→ **YOUR GOAL**:
Leave out the pictures and restate every entry word for word.

Collected data:
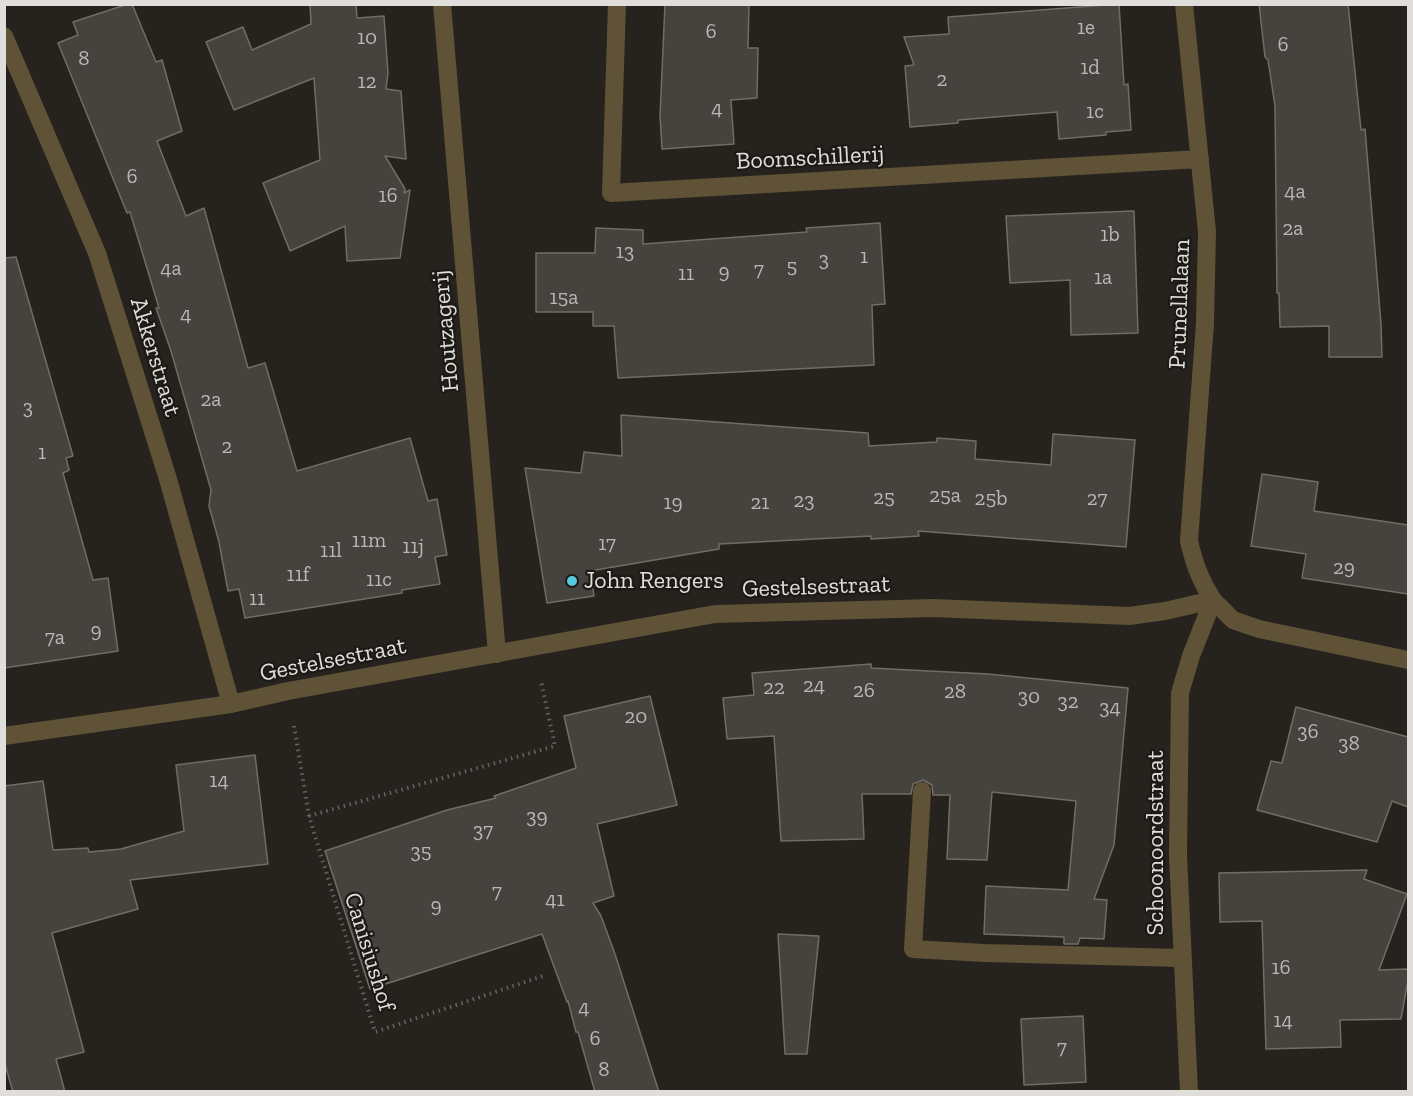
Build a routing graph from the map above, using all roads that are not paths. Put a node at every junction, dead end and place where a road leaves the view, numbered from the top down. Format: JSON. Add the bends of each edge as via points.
{"nodes":[{"id":1,"x":442,"y":4,"type":"edge"},
{"id":2,"x":616,"y":4,"type":"edge"},
{"id":3,"x":1184,"y":4,"type":"edge"},
{"id":4,"x":4,"y":36,"type":"edge"},
{"id":5,"x":1200,"y":159,"type":"junction"},
{"id":6,"x":1213,"y":600,"type":"junction"},
{"id":7,"x":497,"y":654,"type":"junction"},
{"id":8,"x":1408,"y":660,"type":"edge"},
{"id":9,"x":231,"y":704,"type":"junction"},
{"id":10,"x":4,"y":736,"type":"edge"},
{"id":11,"x":922,"y":791,"type":"dead end"},
{"id":12,"x":1181,"y":958,"type":"junction"},
{"id":13,"x":1189,"y":1092,"type":"edge"}],
"edges":[{"from":1,"to":7,"type":"street","name":"Houtzagerij"},
{"from":2,"to":5,"type":"street","name":"Boomschillerij","via":[[612,194]]},
{"from":3,"to":5,"type":"street","name":"Prunellalaan"},
{"from":4,"to":9,"type":"street","name":"Akkerstraat","via":[[97,253],[168,478]]},
{"from":5,"to":6,"type":"street","name":"Prunellalaan","via":[[1207,232],[1205,323],[1189,541],[1197,573]]},
{"from":6,"to":7,"type":"street","name":"Gestelsestraat","via":[[1129,616],[933,608],[715,614]]},
{"from":6,"to":8,"type":"street","via":[[1233,620],[1259,629]]},
{"from":6,"to":12,"type":"street","name":"Schoonoordstraat","via":[[1180,693]]},
{"from":7,"to":9,"type":"street","name":"Gestelsestraat"},
{"from":9,"to":10,"type":"street","name":"Gestelsestraat"},
{"from":11,"to":12,"type":"street","via":[[913,949]]},
{"from":12,"to":13,"type":"street","name":"Schoonoordstraat"}]}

→ **SOLUTION TO THE PROBLEM**:
Build a routing graph from the map above, using all roads that are not paths. Put a node at every junction, dead end and place where a road leaves the view, numbered from the top down. Format: JSON. Add the bends of each edge as via points.
{"nodes":[{"id":1,"x":442,"y":4,"type":"edge"},
{"id":2,"x":616,"y":4,"type":"edge"},
{"id":3,"x":1184,"y":4,"type":"edge"},
{"id":4,"x":4,"y":36,"type":"edge"},
{"id":5,"x":1200,"y":159,"type":"junction"},
{"id":6,"x":1213,"y":600,"type":"junction"},
{"id":7,"x":497,"y":654,"type":"junction"},
{"id":8,"x":1408,"y":660,"type":"edge"},
{"id":9,"x":231,"y":704,"type":"junction"},
{"id":10,"x":4,"y":736,"type":"edge"},
{"id":11,"x":922,"y":791,"type":"dead end"},
{"id":12,"x":1181,"y":958,"type":"junction"},
{"id":13,"x":1189,"y":1092,"type":"edge"}],
"edges":[{"from":1,"to":7,"type":"street","name":"Houtzagerij"},
{"from":2,"to":5,"type":"street","name":"Boomschillerij","via":[[612,194]]},
{"from":3,"to":5,"type":"street","name":"Prunellalaan"},
{"from":4,"to":9,"type":"street","name":"Akkerstraat","via":[[97,253],[168,478]]},
{"from":5,"to":6,"type":"street","name":"Prunellalaan","via":[[1207,232],[1205,323],[1189,541],[1197,573]]},
{"from":6,"to":7,"type":"street","name":"Gestelsestraat","via":[[1129,616],[933,608],[715,614]]},
{"from":6,"to":8,"type":"street","via":[[1233,620],[1259,629]]},
{"from":6,"to":12,"type":"street","name":"Schoonoordstraat","via":[[1180,693]]},
{"from":7,"to":9,"type":"street","name":"Gestelsestraat"},
{"from":9,"to":10,"type":"street","name":"Gestelsestraat"},
{"from":11,"to":12,"type":"street","via":[[913,949]]},
{"from":12,"to":13,"type":"street","name":"Schoonoordstraat"}]}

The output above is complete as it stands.